After your cigarette/ run in the garden with the kids, it's time to go back to table for the next round. The segundi piatti. This is the meat course - and again, there will be lots of it. It could be a slices of beef, or chunks of home-bred lamb, or pork chops - or indeed it could be all three. The waiter will drop meat onto your plate until you ask him to stop. Once he is done throwing meat at you, he will come round again with vegetables, although really by this time your stomach will be protesting so much that the thought of ingesting even one of the fatty roast potatoes, oven-cooked with rosemary, will be just too much.

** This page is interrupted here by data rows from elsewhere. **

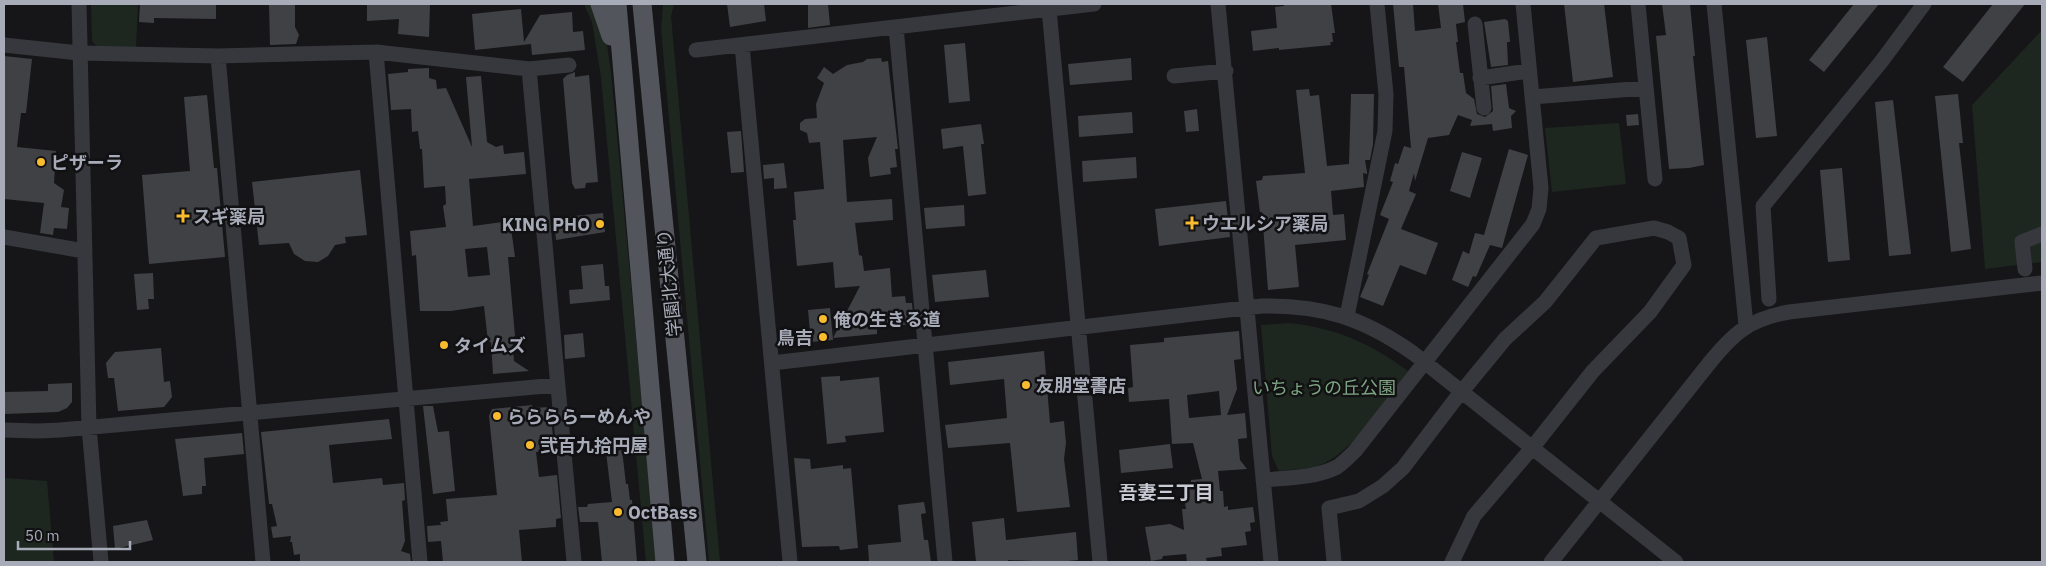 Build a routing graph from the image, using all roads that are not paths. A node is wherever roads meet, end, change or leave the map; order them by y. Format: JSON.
{"nodes":[{"id":1,"x":79,"y":4,"type":"edge"},
{"id":2,"x":600,"y":4,"type":"edge"},
{"id":3,"x":617,"y":4,"type":"edge"},
{"id":4,"x":642,"y":4,"type":"edge"},
{"id":5,"x":656,"y":4,"type":"edge"},
{"id":6,"x":1094,"y":4,"type":"edge"},
{"id":7,"x":1218,"y":4,"type":"edge"},
{"id":8,"x":1377,"y":4,"type":"edge"},
{"id":9,"x":1523,"y":4,"type":"edge"},
{"id":10,"x":1638,"y":4,"type":"edge"},
{"id":11,"x":1714,"y":4,"type":"edge"},
{"id":12,"x":1924,"y":4,"type":"edge"},
{"id":13,"x":1049,"y":9,"type":"junction"},
{"id":14,"x":1475,"y":24,"type":"dead end"},
{"id":15,"x":896,"y":27,"type":"junction"},
{"id":16,"x":4,"y":44,"type":"edge"},
{"id":17,"x":742,"y":45,"type":"junction"},
{"id":18,"x":696,"y":50,"type":"dead end"},
{"id":19,"x":376,"y":52,"type":"junction"},
{"id":20,"x":79,"y":53,"type":"junction"},
{"id":21,"x":218,"y":56,"type":"junction"},
{"id":22,"x":569,"y":65,"type":"dead end"},
{"id":23,"x":529,"y":69,"type":"junction"},
{"id":24,"x":1226,"y":71,"type":"junction"},
{"id":25,"x":1529,"y":72,"type":"junction"},
{"id":26,"x":1174,"y":76,"type":"dead end"},
{"id":27,"x":1480,"y":78,"type":"junction"},
{"id":28,"x":649,"y":80,"type":"junction"},
{"id":29,"x":1646,"y":88,"type":"junction"},
{"id":30,"x":1532,"y":97,"type":"junction"},
{"id":31,"x":1484,"y":108,"type":"dead end"},
{"id":32,"x":629,"y":131,"type":"junction"},
{"id":33,"x":1655,"y":179,"type":"dead end"},
{"id":34,"x":2042,"y":234,"type":"edge"},
{"id":35,"x":4,"y":237,"type":"edge"},
{"id":36,"x":84,"y":251,"type":"junction"},
{"id":37,"x":2025,"y":269,"type":"dead end"},
{"id":38,"x":2042,"y":283,"type":"edge"},
{"id":39,"x":1769,"y":299,"type":"dead end"},
{"id":40,"x":1247,"y":308,"type":"junction"},
{"id":41,"x":1347,"y":316,"type":"junction"},
{"id":42,"x":1746,"y":325,"type":"junction"},
{"id":43,"x":1079,"y":327,"type":"junction"},
{"id":44,"x":924,"y":345,"type":"junction"},
{"id":45,"x":1425,"y":362,"type":"junction"},
{"id":46,"x":772,"y":363,"type":"junction"},
{"id":47,"x":557,"y":385,"type":"junction"},
{"id":48,"x":1462,"y":392,"type":"junction"},
{"id":49,"x":405,"y":399,"type":"junction"},
{"id":50,"x":250,"y":413,"type":"junction"},
{"id":51,"x":89,"y":428,"type":"junction"},
{"id":52,"x":4,"y":430,"type":"edge"},
{"id":53,"x":1532,"y":448,"type":"junction"},
{"id":54,"x":1263,"y":480,"type":"junction"},
{"id":55,"x":1599,"y":501,"type":"junction"},
{"id":56,"x":101,"y":562,"type":"edge"},
{"id":57,"x":263,"y":562,"type":"edge"},
{"id":58,"x":420,"y":562,"type":"edge"},
{"id":59,"x":574,"y":562,"type":"edge"},
{"id":60,"x":665,"y":562,"type":"edge"},
{"id":61,"x":697,"y":562,"type":"edge"},
{"id":62,"x":790,"y":562,"type":"edge"},
{"id":63,"x":945,"y":562,"type":"edge"},
{"id":64,"x":1100,"y":562,"type":"edge"},
{"id":65,"x":1271,"y":562,"type":"edge"},
{"id":66,"x":1334,"y":562,"type":"edge"},
{"id":67,"x":1452,"y":562,"type":"edge"},
{"id":68,"x":1551,"y":562,"type":"edge"},
{"id":69,"x":1676,"y":562,"type":"edge"}],
"edges":[{"from":1,"to":20,"type":"street"},
{"from":2,"to":32,"type":"main road"},
{"from":3,"to":32,"type":"main road","name":"学園北大通り"},
{"from":4,"to":28,"type":"main road","name":"学園北大通り"},
{"from":5,"to":28,"type":"main road"},
{"from":6,"to":13,"type":"street"},
{"from":7,"to":24,"type":"street"},
{"from":8,"to":41,"type":"street"},
{"from":9,"to":25,"type":"street"},
{"from":10,"to":29,"type":"street"},
{"from":11,"to":42,"type":"street"},
{"from":12,"to":39,"type":"street"},
{"from":13,"to":15,"type":"street"},
{"from":13,"to":43,"type":"street"},
{"from":14,"to":27,"type":"street"},
{"from":15,"to":17,"type":"street"},
{"from":15,"to":44,"type":"street"},
{"from":16,"to":20,"type":"street"},
{"from":17,"to":18,"type":"street"},
{"from":17,"to":46,"type":"street"},
{"from":19,"to":21,"type":"street"},
{"from":19,"to":23,"type":"street"},
{"from":19,"to":49,"type":"street"},
{"from":20,"to":21,"type":"street"},
{"from":20,"to":36,"type":"street"},
{"from":21,"to":50,"type":"street"},
{"from":22,"to":23,"type":"street"},
{"from":23,"to":47,"type":"street"},
{"from":24,"to":26,"type":"street"},
{"from":24,"to":40,"type":"street"},
{"from":25,"to":27,"type":"street"},
{"from":25,"to":30,"type":"street"},
{"from":27,"to":31,"type":"street"},
{"from":28,"to":61,"type":"main road","name":"学園北大通り"},
{"from":29,"to":30,"type":"street"},
{"from":29,"to":33,"type":"street"},
{"from":30,"to":45,"type":"street"},
{"from":32,"to":60,"type":"main road","name":"学園北大通り"},
{"from":34,"to":37,"type":"street"},
{"from":35,"to":36,"type":"street"},
{"from":36,"to":51,"type":"street"},
{"from":38,"to":42,"type":"street"},
{"from":40,"to":41,"type":"street"},
{"from":40,"to":43,"type":"street"},
{"from":40,"to":54,"type":"street"},
{"from":41,"to":45,"type":"street"},
{"from":42,"to":55,"type":"street"},
{"from":43,"to":44,"type":"street"},
{"from":43,"to":64,"type":"street"},
{"from":44,"to":46,"type":"street"},
{"from":44,"to":63,"type":"street"},
{"from":45,"to":48,"type":"street"},
{"from":45,"to":54,"type":"street"},
{"from":46,"to":62,"type":"street"},
{"from":47,"to":49,"type":"street"},
{"from":47,"to":59,"type":"street"},
{"from":48,"to":53,"type":"street"},
{"from":48,"to":53,"type":"street"},
{"from":48,"to":66,"type":"street"},
{"from":49,"to":50,"type":"street"},
{"from":49,"to":58,"type":"street"},
{"from":50,"to":51,"type":"street"},
{"from":50,"to":57,"type":"street"},
{"from":51,"to":52,"type":"street"},
{"from":51,"to":56,"type":"street"},
{"from":53,"to":55,"type":"street"},
{"from":53,"to":67,"type":"street"},
{"from":54,"to":65,"type":"street"},
{"from":55,"to":68,"type":"street"},
{"from":55,"to":69,"type":"street"}]}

The ancient Romans must have been eating along the same lines when they came up with the 'vomitarium' - in between courses they would retire to regurgitate all the food that they had just eaten so they could carry on with the feast. Although it is unlikely you will have been served any blackbirds, you will by the end of lunch be feeling that Romans actually had exactly the right idea. Your groaning and distended stomach will be begging to be shown to the vomitarium.

Another pause ensues which should be used for lifting your sated bones into the garden and moving about a bit to start the digestion process - something which is extremely important to the Italians. 'Digerire' is a subject which is talked about at length - everything can be placed either into categories of food which can be digested easily or with difficulty. Even after such a preposterously large lunch, there will still be complaints that this or that is hard to digest. Not the fact that you have eaten enough food to keep a family of four going for a week, of course. That has nothing to do with it.

So finally one or two desserts will be served for the troopers still able to force a mouthful more down and then - the 'digestivi' - a grappa or other such stong liquor will be served 'to aid digestion'. Coffee is also served, tiny tiny mouthfuls, which are also aids to digestion.